- EXERCISE INSTRUCTIONS
When a line in the records contains the string "paths", copy that line.

- ENTRIES PROVIDED
^^^^^^^^^^^^^^^^
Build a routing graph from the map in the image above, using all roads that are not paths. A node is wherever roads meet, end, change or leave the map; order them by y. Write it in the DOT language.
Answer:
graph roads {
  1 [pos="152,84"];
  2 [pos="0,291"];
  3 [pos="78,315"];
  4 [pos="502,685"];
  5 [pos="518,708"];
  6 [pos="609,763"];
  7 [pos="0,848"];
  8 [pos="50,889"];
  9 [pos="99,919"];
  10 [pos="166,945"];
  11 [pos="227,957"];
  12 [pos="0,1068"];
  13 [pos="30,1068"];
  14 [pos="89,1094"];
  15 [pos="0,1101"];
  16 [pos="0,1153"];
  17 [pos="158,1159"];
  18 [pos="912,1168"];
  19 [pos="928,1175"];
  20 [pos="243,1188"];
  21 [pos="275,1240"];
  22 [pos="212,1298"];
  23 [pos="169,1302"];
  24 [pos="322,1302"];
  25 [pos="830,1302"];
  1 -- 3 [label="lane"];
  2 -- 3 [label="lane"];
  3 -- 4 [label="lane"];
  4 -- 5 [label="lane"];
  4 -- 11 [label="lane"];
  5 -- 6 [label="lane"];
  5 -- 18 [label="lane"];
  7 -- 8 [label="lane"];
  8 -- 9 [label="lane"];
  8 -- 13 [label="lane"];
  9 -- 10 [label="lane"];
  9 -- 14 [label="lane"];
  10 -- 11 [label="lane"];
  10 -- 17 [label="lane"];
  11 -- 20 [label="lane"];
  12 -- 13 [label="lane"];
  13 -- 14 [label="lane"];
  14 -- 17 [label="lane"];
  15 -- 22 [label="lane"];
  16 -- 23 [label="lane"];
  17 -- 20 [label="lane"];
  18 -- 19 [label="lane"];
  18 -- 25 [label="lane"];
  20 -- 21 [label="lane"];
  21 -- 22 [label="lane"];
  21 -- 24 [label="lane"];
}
^^^^^^^^^^^^^^^^
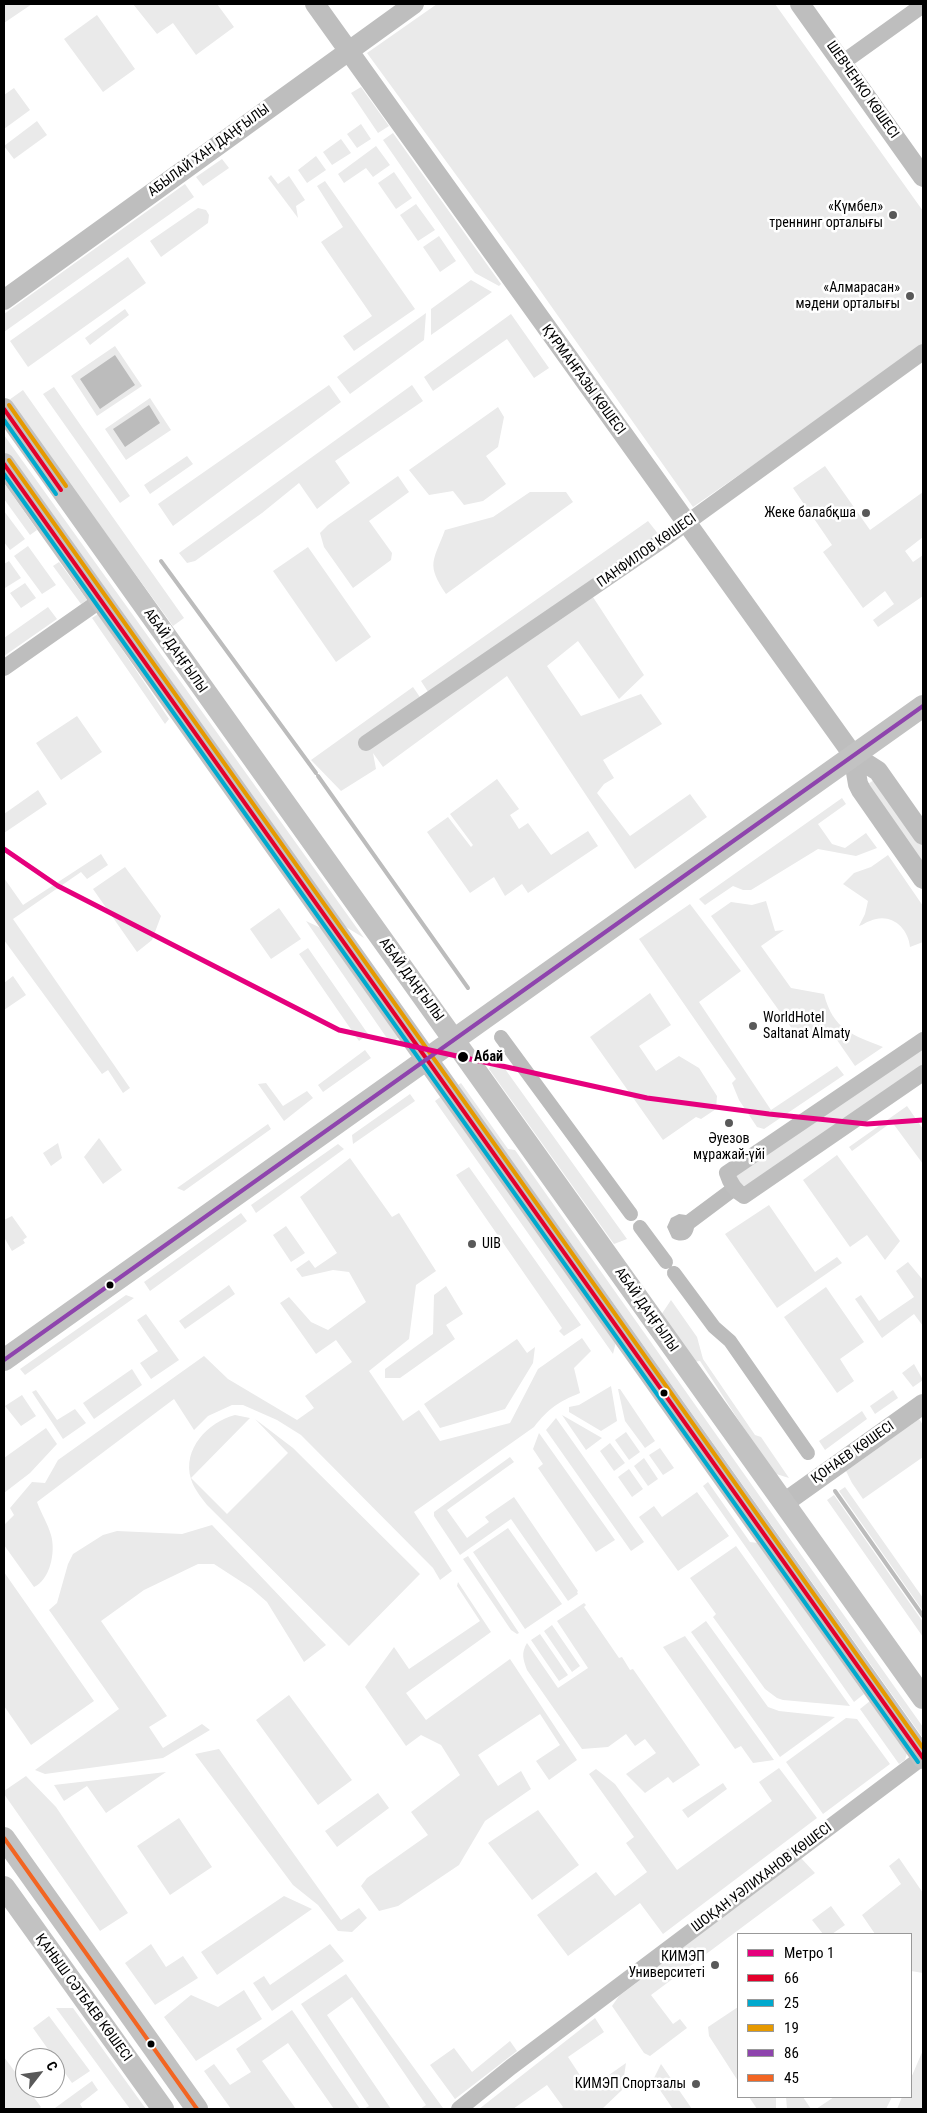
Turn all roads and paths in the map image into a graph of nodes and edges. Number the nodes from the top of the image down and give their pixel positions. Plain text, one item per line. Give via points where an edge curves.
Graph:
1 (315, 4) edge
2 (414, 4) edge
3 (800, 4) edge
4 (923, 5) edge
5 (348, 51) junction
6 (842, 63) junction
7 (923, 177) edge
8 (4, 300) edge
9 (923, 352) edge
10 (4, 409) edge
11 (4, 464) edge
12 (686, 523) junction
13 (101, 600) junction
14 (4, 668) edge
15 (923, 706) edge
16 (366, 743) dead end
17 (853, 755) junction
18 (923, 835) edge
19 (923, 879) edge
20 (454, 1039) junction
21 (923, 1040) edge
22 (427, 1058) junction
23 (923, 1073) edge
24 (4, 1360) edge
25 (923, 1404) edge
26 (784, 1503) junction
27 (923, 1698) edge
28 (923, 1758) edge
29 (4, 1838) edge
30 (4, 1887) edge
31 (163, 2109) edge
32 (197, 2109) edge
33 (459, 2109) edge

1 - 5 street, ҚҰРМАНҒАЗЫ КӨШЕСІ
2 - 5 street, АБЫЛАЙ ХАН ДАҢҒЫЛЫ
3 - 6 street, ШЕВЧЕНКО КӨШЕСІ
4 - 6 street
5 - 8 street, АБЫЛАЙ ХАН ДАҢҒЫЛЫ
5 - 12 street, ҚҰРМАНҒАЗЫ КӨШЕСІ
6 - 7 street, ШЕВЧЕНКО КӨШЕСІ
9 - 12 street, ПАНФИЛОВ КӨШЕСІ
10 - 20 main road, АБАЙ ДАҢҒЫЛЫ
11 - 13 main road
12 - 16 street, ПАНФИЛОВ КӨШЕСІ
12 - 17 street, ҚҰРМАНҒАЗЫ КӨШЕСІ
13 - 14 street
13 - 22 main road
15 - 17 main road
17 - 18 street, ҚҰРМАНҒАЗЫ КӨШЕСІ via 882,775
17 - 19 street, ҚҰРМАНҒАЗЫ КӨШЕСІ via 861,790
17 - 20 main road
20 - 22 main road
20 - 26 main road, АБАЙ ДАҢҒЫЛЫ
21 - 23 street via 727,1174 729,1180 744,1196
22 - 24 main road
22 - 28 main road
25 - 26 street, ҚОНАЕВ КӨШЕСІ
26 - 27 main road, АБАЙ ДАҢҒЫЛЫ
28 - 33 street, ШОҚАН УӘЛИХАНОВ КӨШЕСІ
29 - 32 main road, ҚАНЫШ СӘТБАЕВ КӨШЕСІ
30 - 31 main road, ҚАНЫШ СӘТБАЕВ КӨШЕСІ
^^^^^^^^^^^^^^^^
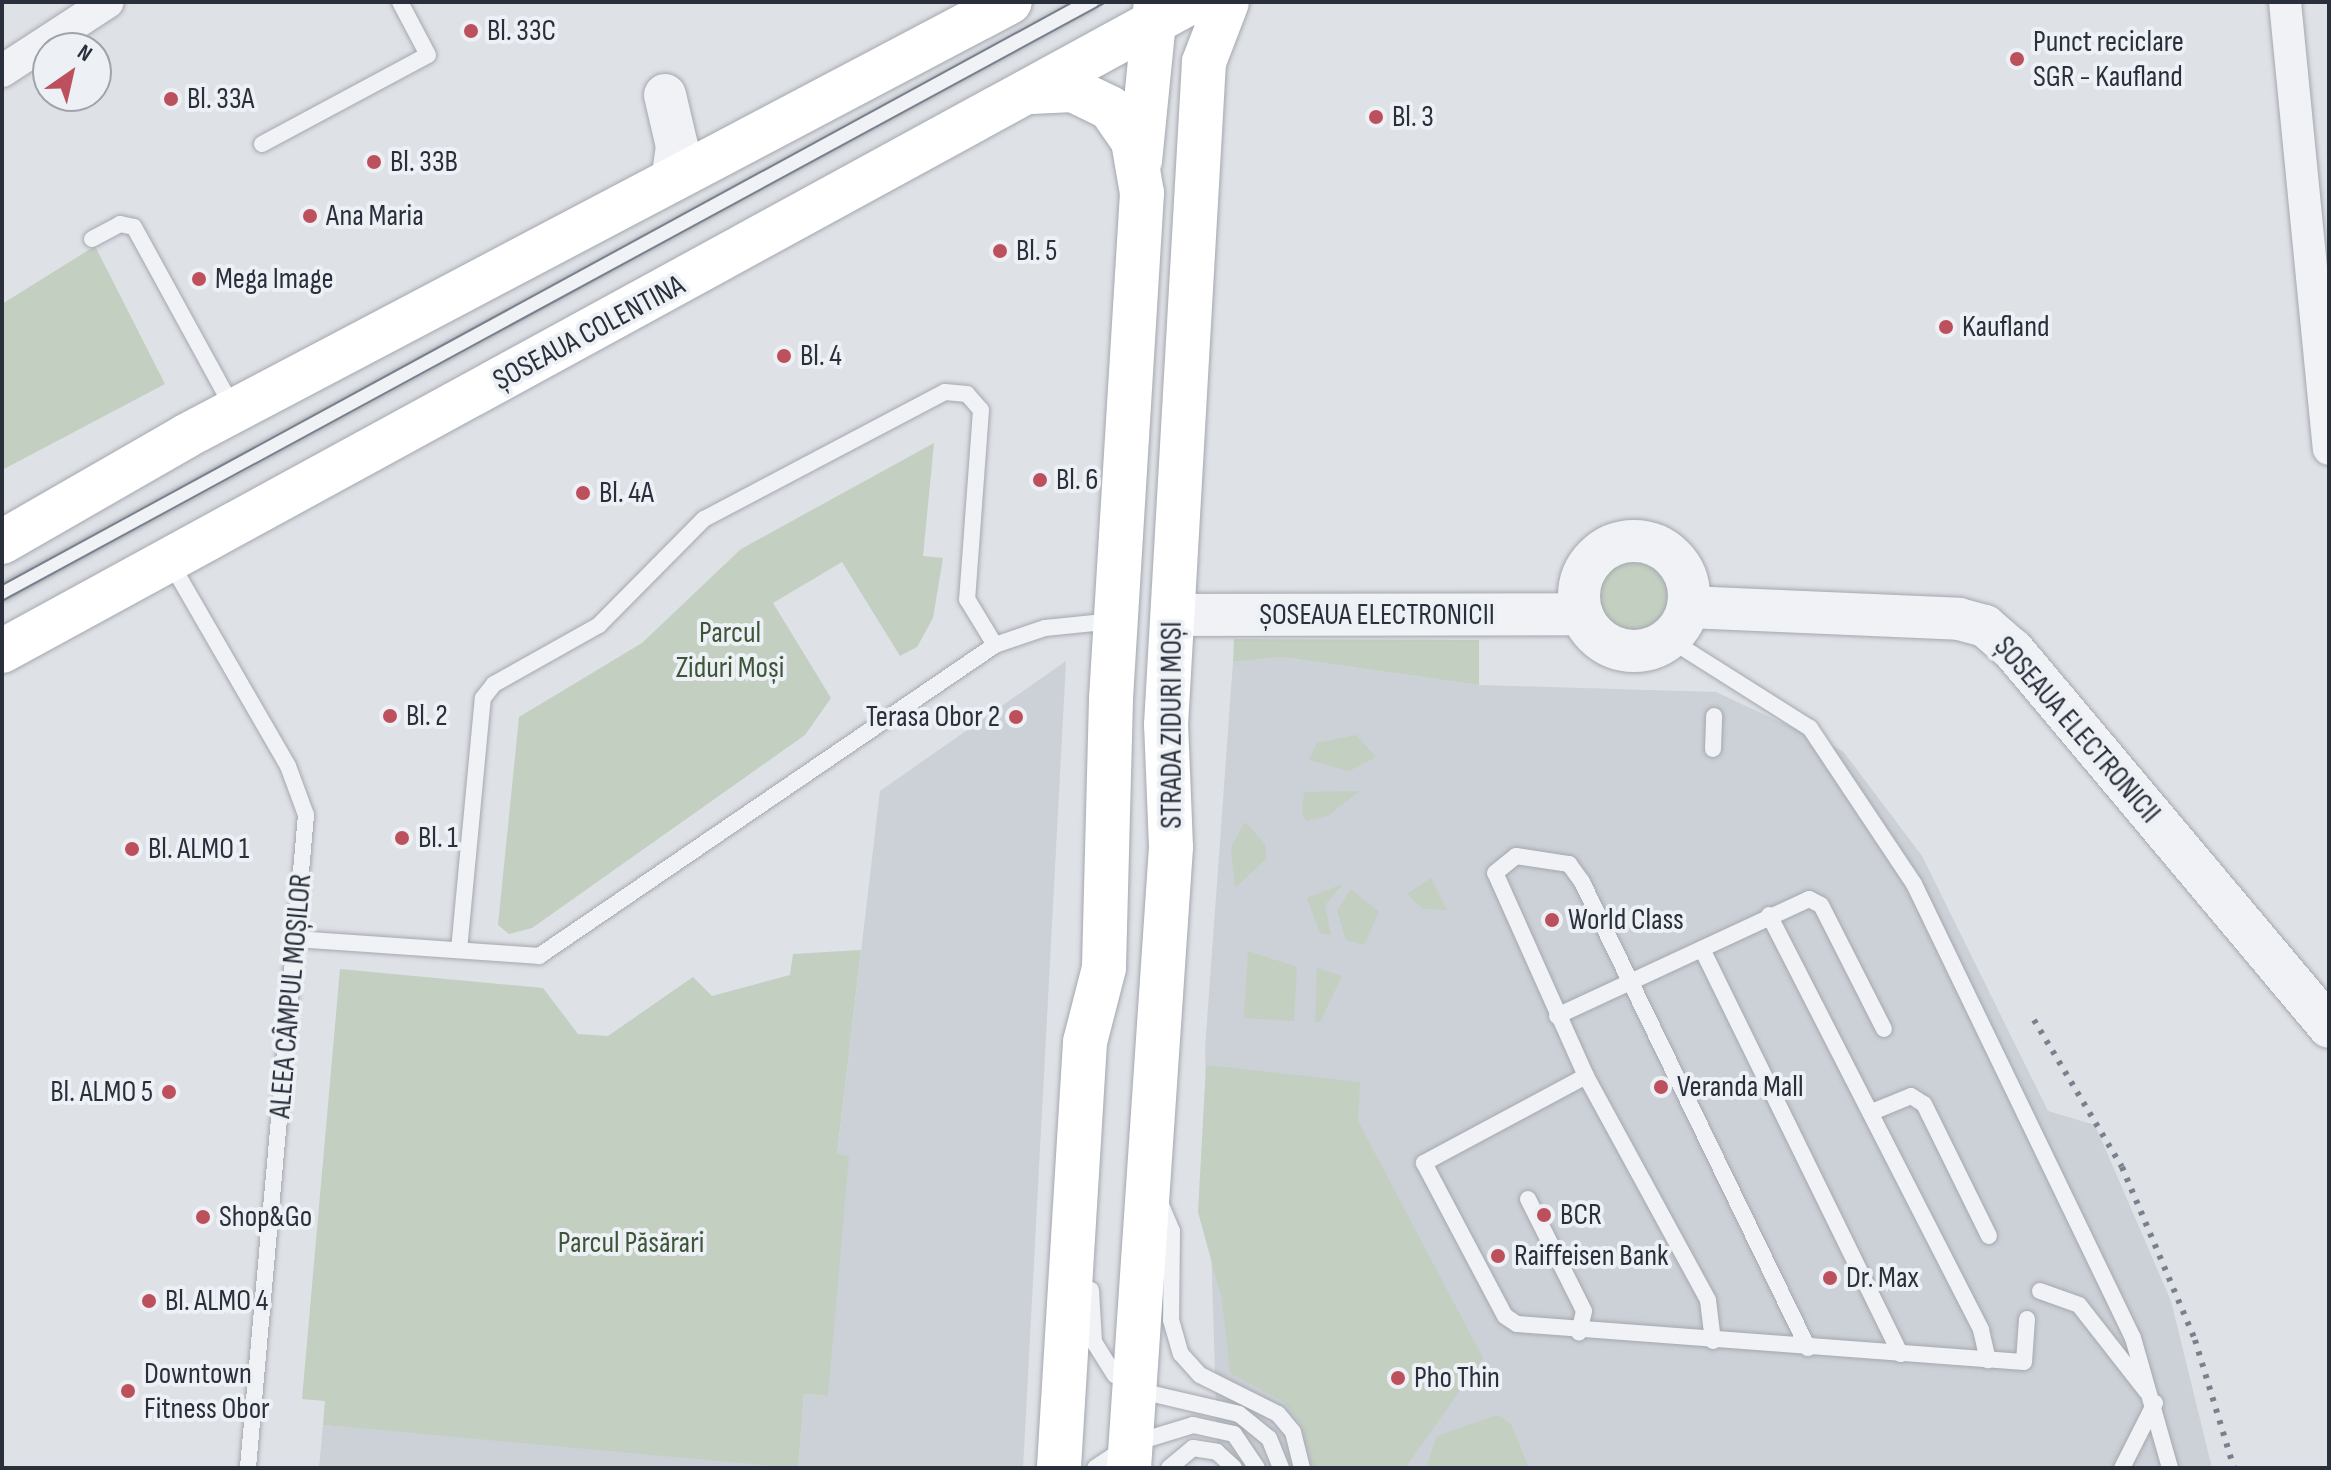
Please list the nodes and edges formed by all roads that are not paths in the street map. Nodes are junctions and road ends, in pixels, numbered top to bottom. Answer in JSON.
^^^^^^^^^^^^^^^^
- RESULT
Build a routing graph from the map in the image above, using all roads that are not paths. A node is wherever roads meet, end, change or leave the map; order them by y. Write it in the DOT language.
Turn all roads and paths in the map image into a graph of nodes and edges. Number the nodes from the top of the image down and give their pixel positions. Plain text, one item per line. Give via points where an edge curves.
Please list the nodes and edges formed by all roads that are not paths in the street map. Nodes are junctions and road ends, in pixels, numbered top to bottom. Answer in JSON.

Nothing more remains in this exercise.